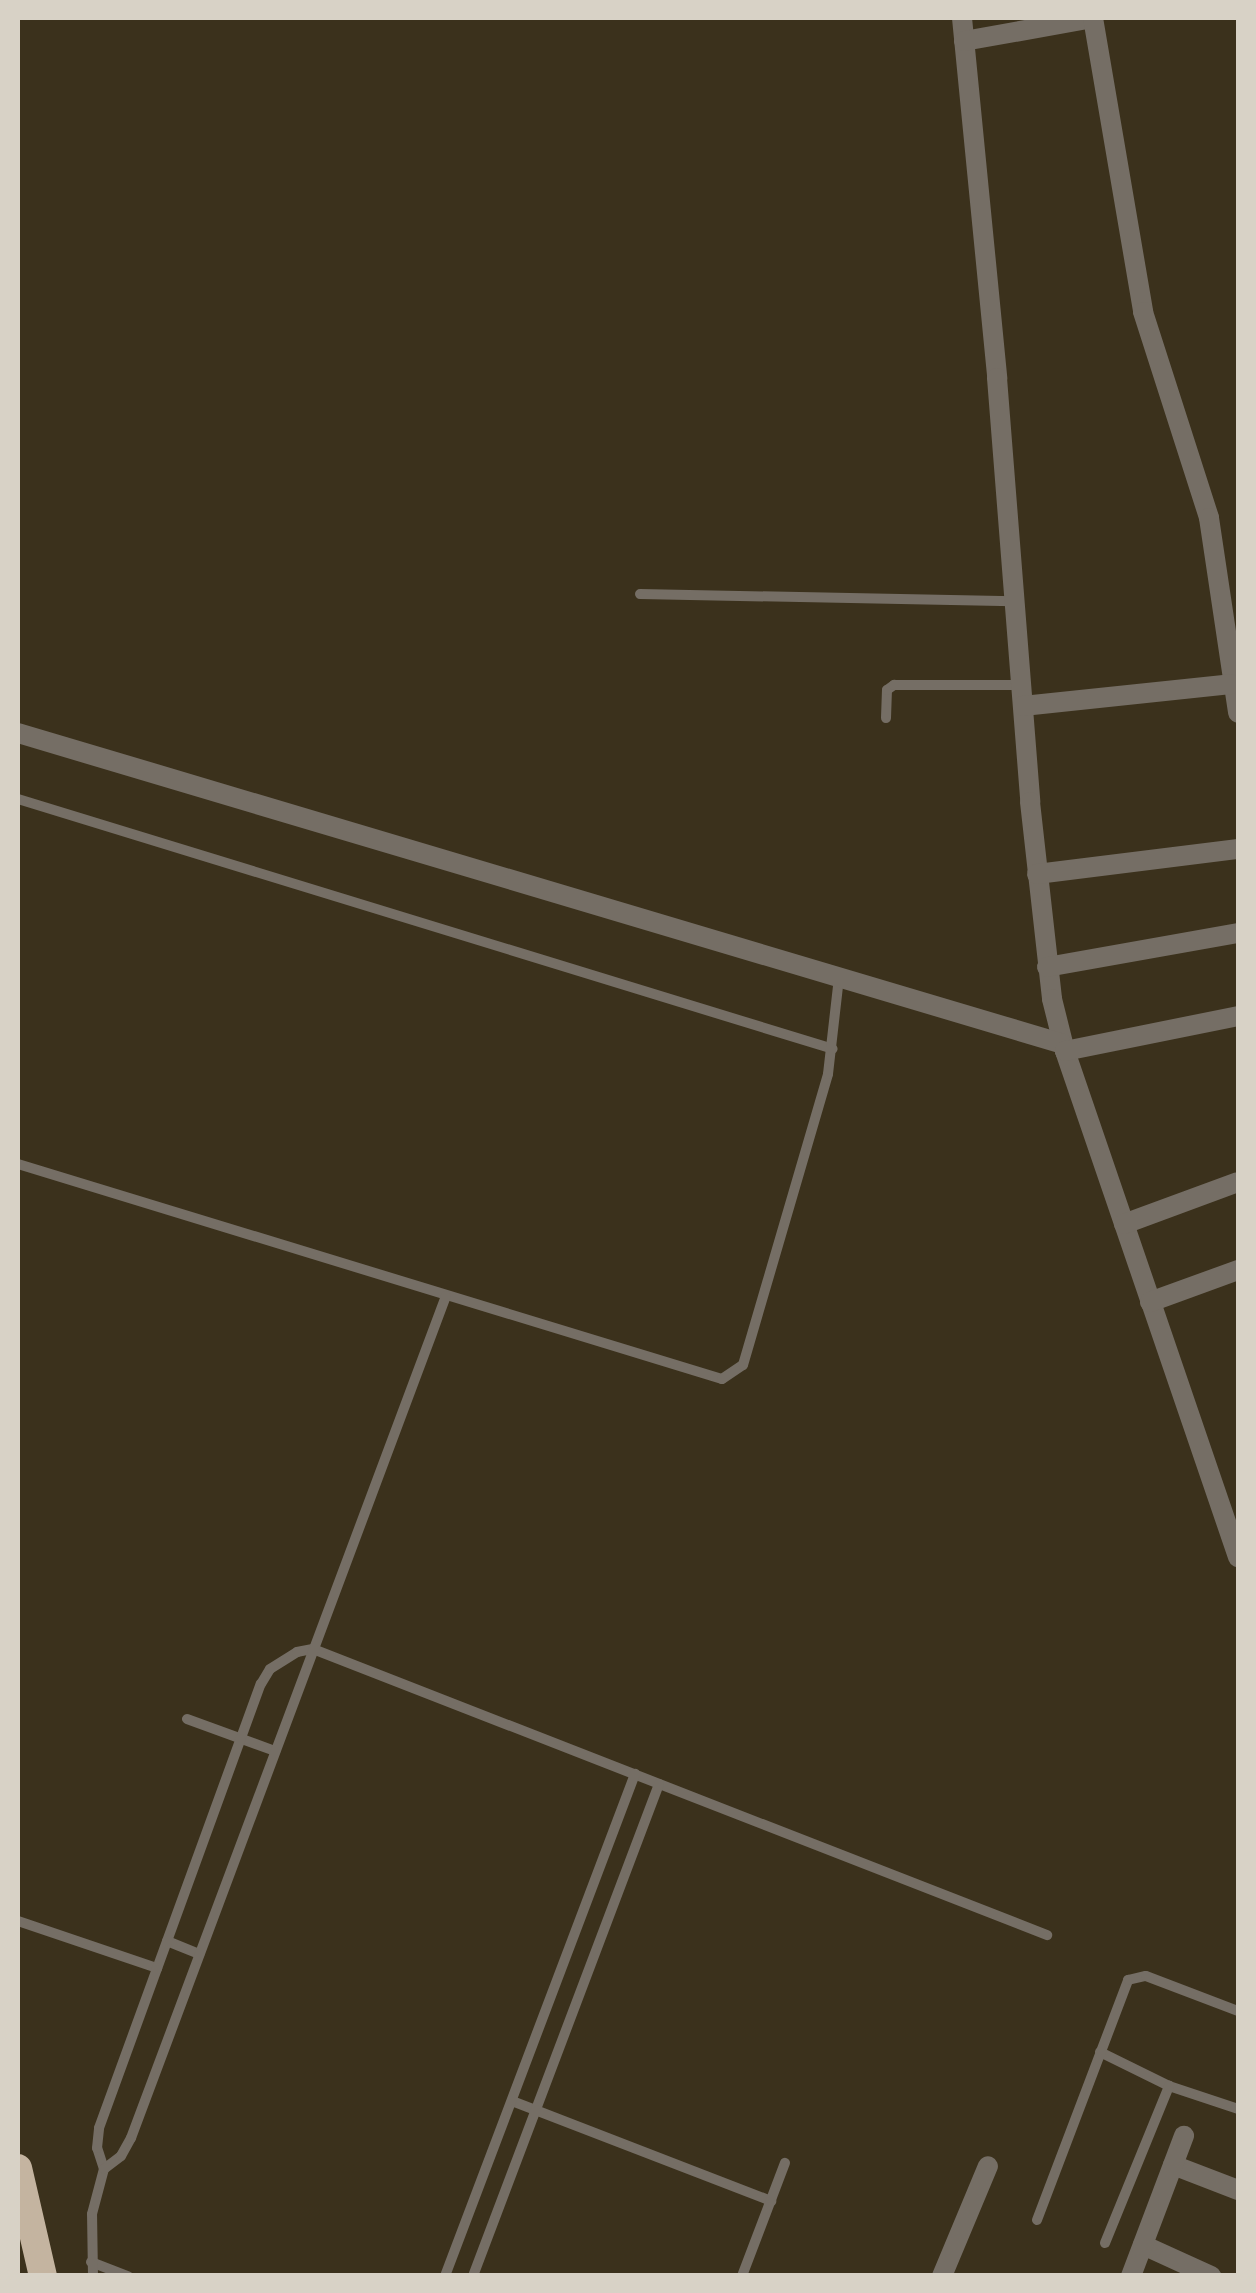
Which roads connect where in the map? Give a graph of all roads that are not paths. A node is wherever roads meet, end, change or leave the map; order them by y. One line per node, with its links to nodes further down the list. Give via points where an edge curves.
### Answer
1 (962, 18): 3 (street)
2 (1093, 18): 3 (street); 6 (street, via 1144,312 1210,518)
3 (964, 41): 5 (street)
4 (640, 594): 5 (lane)
5 (1015, 601): 8 (street)
6 (1232, 619): 7 (street)
7 (1231, 684): 8 (street); 9 (street)
8 (1022, 695): 10 (lane, via 894,685 887,690); 14 (street)
9 (1238, 713)
10 (886, 718)
11 (18, 732): 17 (street)
12 (18, 799): 20 (lane)
13 (1238, 849): 14 (street)
14 (1037, 874): 16 (street)
15 (1238, 934): 16 (street)
16 (1047, 967): 19 (street)
17 (839, 976): 19 (street); 20 (lane)
18 (1238, 1016): 19 (street)
19 (1064, 1048): 23 (street)
20 (832, 1049): 25 (lane, via 743,1365 730,1377 713,1378)
21 (18, 1164): 25 (lane)
22 (1238, 1182): 23 (street)
23 (1124, 1224): 26 (street)
24 (1238, 1270): 26 (street)
25 (446, 1296): 28 (lane)
26 (1150, 1302): 27 (street)
27 (1238, 1557)
28 (314, 1649): 30 (lane, via 270,1670); 31 (lane); 32 (lane)
29 (187, 1718): 30 (lane)
30 (241, 1738): 31 (lane); 36 (lane)
31 (276, 1751): 37 (lane)
32 (635, 1774): 33 (lane); 42 (lane)
33 (658, 1784): 35 (lane); 44 (lane)
34 (18, 1921): 38 (lane)
35 (1047, 1935)
36 (166, 1941): 37 (lane); 38 (lane)
37 (200, 1954): 50 (lane, via 127,2148)
38 (157, 1968): 50 (lane, via 98,2128)
39 (1238, 2011): 40 (lane, via 1133,1976)
40 (1100, 2052): 41 (lane); 53 (lane)
41 (1169, 2086): 43 (lane); 54 (lane)
42 (512, 2101): 44 (lane); 60 (lane)
43 (1238, 2109)
44 (536, 2110): 52 (lane); 61 (lane)
45 (1184, 2136): 47 (street)
46 (785, 2164): 52 (lane)
47 (1173, 2165): 51 (street); 55 (street)
48 (988, 2166): 63 (street)
49 (18, 2168): 57 (highway)
50 (104, 2169): 56 (lane, via 92,2214)
51 (1238, 2190)
52 (771, 2201): 62 (lane)
53 (1037, 2220)
54 (1106, 2243)
55 (1142, 2245): 64 (street); 65 (street)
56 (92, 2262): 58 (lane); 59 (lane)
57 (42, 2276)
58 (93, 2276)
59 (128, 2276)
60 (445, 2276)
61 (473, 2276)
62 (742, 2276)
63 (942, 2276)
64 (1131, 2276)
65 (1211, 2276)

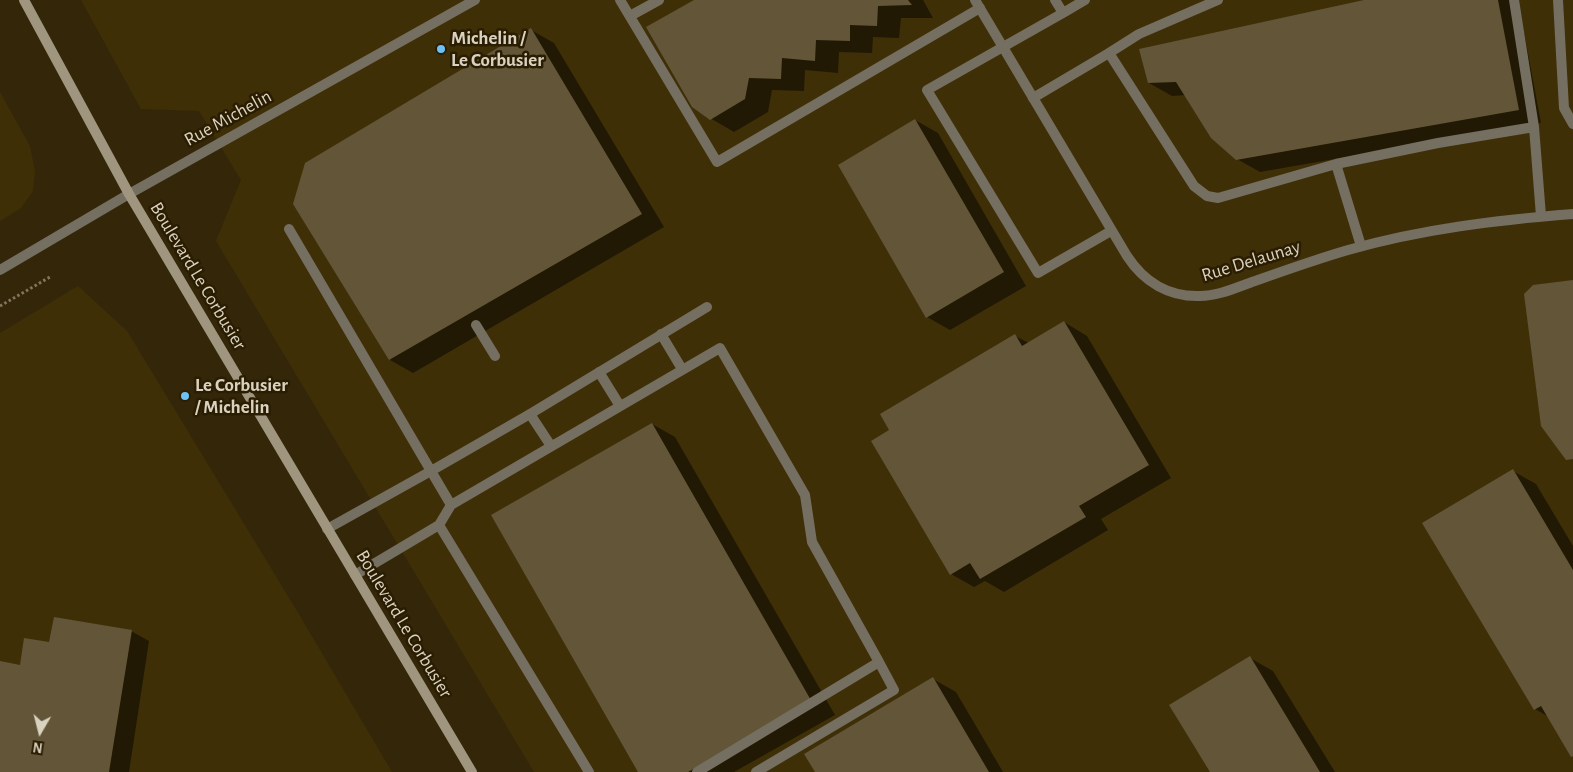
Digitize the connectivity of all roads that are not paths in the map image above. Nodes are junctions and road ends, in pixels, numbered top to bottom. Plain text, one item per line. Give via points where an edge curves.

*The task:* Return all of the data exactly as written, and drop the pictures.

*Task output:*
Which roads connect where in the map? Give a graph of all roads that are not paths. A node is wherever roads meet, end, change or leave the map; order them by y. One line per node, with its links to nodes further down the list. Give via points where an edge curves.
### Answer
1 (962, 18): 3 (street)
2 (1093, 18): 3 (street); 6 (street, via 1144,312 1210,518)
3 (964, 41): 5 (street)
4 (640, 594): 5 (lane)
5 (1015, 601): 8 (street)
6 (1232, 619): 7 (street)
7 (1231, 684): 8 (street); 9 (street)
8 (1022, 695): 10 (lane, via 894,685 887,690); 14 (street)
9 (1238, 713)
10 (886, 718)
11 (18, 732): 17 (street)
12 (18, 799): 20 (lane)
13 (1238, 849): 14 (street)
14 (1037, 874): 16 (street)
15 (1238, 934): 16 (street)
16 (1047, 967): 19 (street)
17 (839, 976): 19 (street); 20 (lane)
18 (1238, 1016): 19 (street)
19 (1064, 1048): 23 (street)
20 (832, 1049): 25 (lane, via 743,1365 730,1377 713,1378)
21 (18, 1164): 25 (lane)
22 (1238, 1182): 23 (street)
23 (1124, 1224): 26 (street)
24 (1238, 1270): 26 (street)
25 (446, 1296): 28 (lane)
26 (1150, 1302): 27 (street)
27 (1238, 1557)
28 (314, 1649): 30 (lane, via 270,1670); 31 (lane); 32 (lane)
29 (187, 1718): 30 (lane)
30 (241, 1738): 31 (lane); 36 (lane)
31 (276, 1751): 37 (lane)
32 (635, 1774): 33 (lane); 42 (lane)
33 (658, 1784): 35 (lane); 44 (lane)
34 (18, 1921): 38 (lane)
35 (1047, 1935)
36 (166, 1941): 37 (lane); 38 (lane)
37 (200, 1954): 50 (lane, via 127,2148)
38 (157, 1968): 50 (lane, via 98,2128)
39 (1238, 2011): 40 (lane, via 1133,1976)
40 (1100, 2052): 41 (lane); 53 (lane)
41 (1169, 2086): 43 (lane); 54 (lane)
42 (512, 2101): 44 (lane); 60 (lane)
43 (1238, 2109)
44 (536, 2110): 52 (lane); 61 (lane)
45 (1184, 2136): 47 (street)
46 (785, 2164): 52 (lane)
47 (1173, 2165): 51 (street); 55 (street)
48 (988, 2166): 63 (street)
49 (18, 2168): 57 (highway)
50 (104, 2169): 56 (lane, via 92,2214)
51 (1238, 2190)
52 (771, 2201): 62 (lane)
53 (1037, 2220)
54 (1106, 2243)
55 (1142, 2245): 64 (street); 65 (street)
56 (92, 2262): 58 (lane); 59 (lane)
57 (42, 2276)
58 (93, 2276)
59 (128, 2276)
60 (445, 2276)
61 (473, 2276)
62 (742, 2276)
63 (942, 2276)
64 (1131, 2276)
65 (1211, 2276)

Digitize the connectivity of all roads that are not paths in the map image above. Nodes are junctions and road ends, in pixels, numbered top to bottom. Plain text, one item per line. Give via points where an edge curves.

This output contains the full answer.